* _Data for review_:
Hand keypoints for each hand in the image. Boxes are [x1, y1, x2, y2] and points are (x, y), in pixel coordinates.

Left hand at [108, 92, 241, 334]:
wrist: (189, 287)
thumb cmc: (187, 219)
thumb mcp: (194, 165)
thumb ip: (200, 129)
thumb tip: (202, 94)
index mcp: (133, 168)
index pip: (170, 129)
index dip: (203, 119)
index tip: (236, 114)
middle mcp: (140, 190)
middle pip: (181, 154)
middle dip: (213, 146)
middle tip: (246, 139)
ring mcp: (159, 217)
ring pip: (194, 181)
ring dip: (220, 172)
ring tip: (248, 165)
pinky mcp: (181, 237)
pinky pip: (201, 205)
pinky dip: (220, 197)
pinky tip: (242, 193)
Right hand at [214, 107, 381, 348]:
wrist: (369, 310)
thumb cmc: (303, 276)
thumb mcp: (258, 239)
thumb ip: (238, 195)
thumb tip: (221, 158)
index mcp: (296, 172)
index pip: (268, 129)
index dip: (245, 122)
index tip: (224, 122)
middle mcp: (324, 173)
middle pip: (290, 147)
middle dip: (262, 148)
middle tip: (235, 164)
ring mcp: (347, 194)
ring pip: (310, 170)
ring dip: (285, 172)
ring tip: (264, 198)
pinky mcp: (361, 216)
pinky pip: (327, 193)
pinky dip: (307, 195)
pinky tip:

* _Task_:
Go through the records above, find each line with the string "hand", and copy it.

* _Output below_:
Hand keypoints for each hand in the image. Boxes are [x1, y1, x2, y2] and points are (x, y), in pixel coordinates.
Left hand at [108, 92, 241, 334]:
Right hand at [214, 107, 381, 348]:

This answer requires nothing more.